Landmark coordinate records
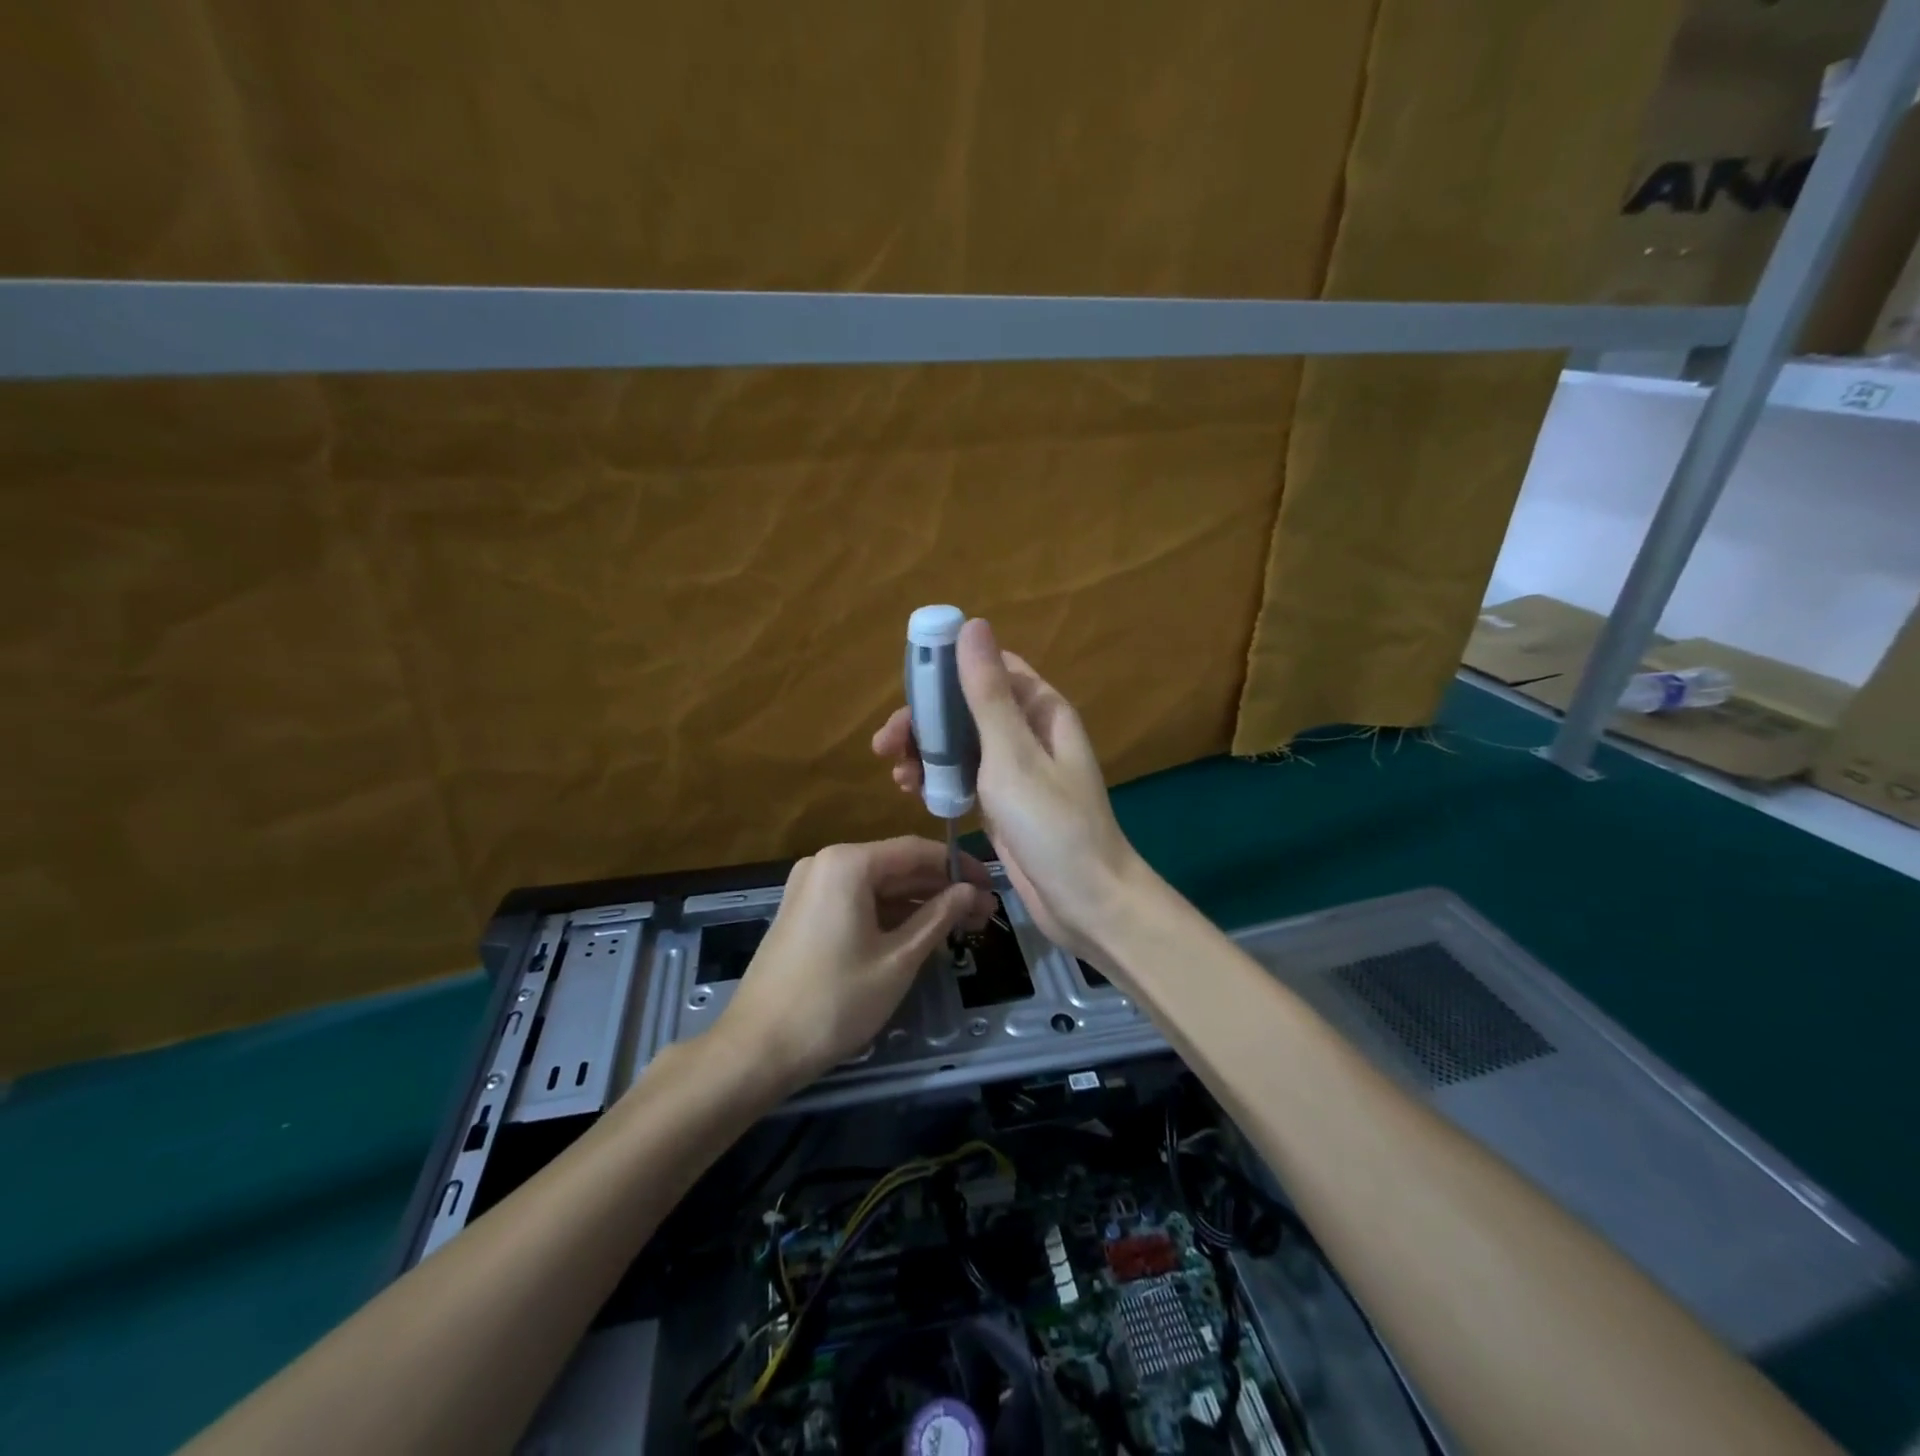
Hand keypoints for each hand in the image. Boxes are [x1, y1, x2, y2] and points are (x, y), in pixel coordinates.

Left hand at [718, 837, 993, 1089]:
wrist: (757, 1048)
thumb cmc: (835, 1000)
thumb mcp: (898, 959)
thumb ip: (938, 917)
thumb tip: (970, 891)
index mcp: (848, 863)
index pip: (916, 851)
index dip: (958, 866)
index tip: (991, 886)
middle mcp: (827, 864)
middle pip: (897, 867)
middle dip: (941, 889)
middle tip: (983, 914)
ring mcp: (811, 888)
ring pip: (878, 887)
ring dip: (919, 904)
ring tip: (961, 926)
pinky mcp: (804, 913)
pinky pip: (857, 902)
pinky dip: (890, 915)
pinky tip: (921, 934)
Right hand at [871, 619, 1144, 965]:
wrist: (1085, 901)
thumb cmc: (1052, 823)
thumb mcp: (1013, 755)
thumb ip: (987, 694)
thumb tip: (972, 625)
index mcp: (1039, 709)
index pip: (990, 668)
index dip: (948, 669)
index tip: (910, 686)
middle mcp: (1026, 732)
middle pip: (965, 708)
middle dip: (925, 721)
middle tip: (885, 744)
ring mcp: (1013, 769)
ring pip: (959, 744)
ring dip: (925, 752)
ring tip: (896, 776)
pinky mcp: (1000, 802)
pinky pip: (962, 776)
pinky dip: (937, 779)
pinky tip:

Assignment: Reproduce the line containing "index dip: (948, 669)" and every line after it. Stop at the last line of the records, and add nothing.

Completed task:
index dip: (948, 669)
index tip: (910, 686)
middle mcp: (1026, 732)
middle pip: (965, 708)
middle dip: (925, 721)
middle tip: (885, 744)
ring mcp: (1013, 769)
ring pip: (959, 744)
ring dip: (925, 752)
ring tip: (896, 776)
pinky mcp: (1000, 802)
pinky pip: (962, 776)
pinky dip: (937, 779)
pinky tip:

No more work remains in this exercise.